__REQUIRED WORK__
Some of the lines below need repeating. Reproduce exactly those between the lines holding "pinky dip: (230, 224)" and "middle pip: (202, 149)", inclusive.

__Items from a data source__
_____

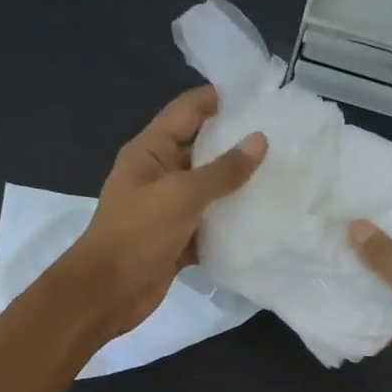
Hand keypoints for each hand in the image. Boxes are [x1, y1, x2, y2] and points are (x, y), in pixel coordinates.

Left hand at [59, 86, 265, 337]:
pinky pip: (209, 224)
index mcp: (151, 151)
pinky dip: (230, 224)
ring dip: (238, 187)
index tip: (261, 98)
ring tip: (282, 176)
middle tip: (283, 140)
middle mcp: (159, 174)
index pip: (187, 111)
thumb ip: (222, 170)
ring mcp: (168, 209)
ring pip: (209, 190)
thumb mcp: (181, 195)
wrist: (108, 292)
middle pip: (202, 149)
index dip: (219, 100)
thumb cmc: (138, 234)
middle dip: (237, 145)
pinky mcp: (178, 239)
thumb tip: (259, 141)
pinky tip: (262, 220)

_____

__EXERCISE SOLUTION__
pinky dip: (230, 224)
ring dip: (238, 187)
index tip: (261, 98)
ring tip: (282, 176)
middle tip: (283, 140)
middle mcp: (159, 174)
index pip: (187, 111)
thumb ip: (222, 170)
ring mcp: (168, 209)
ring pip: (209, 190)
thumb mcp: (181, 195)
wrist: (108, 292)
middle pip: (202, 149)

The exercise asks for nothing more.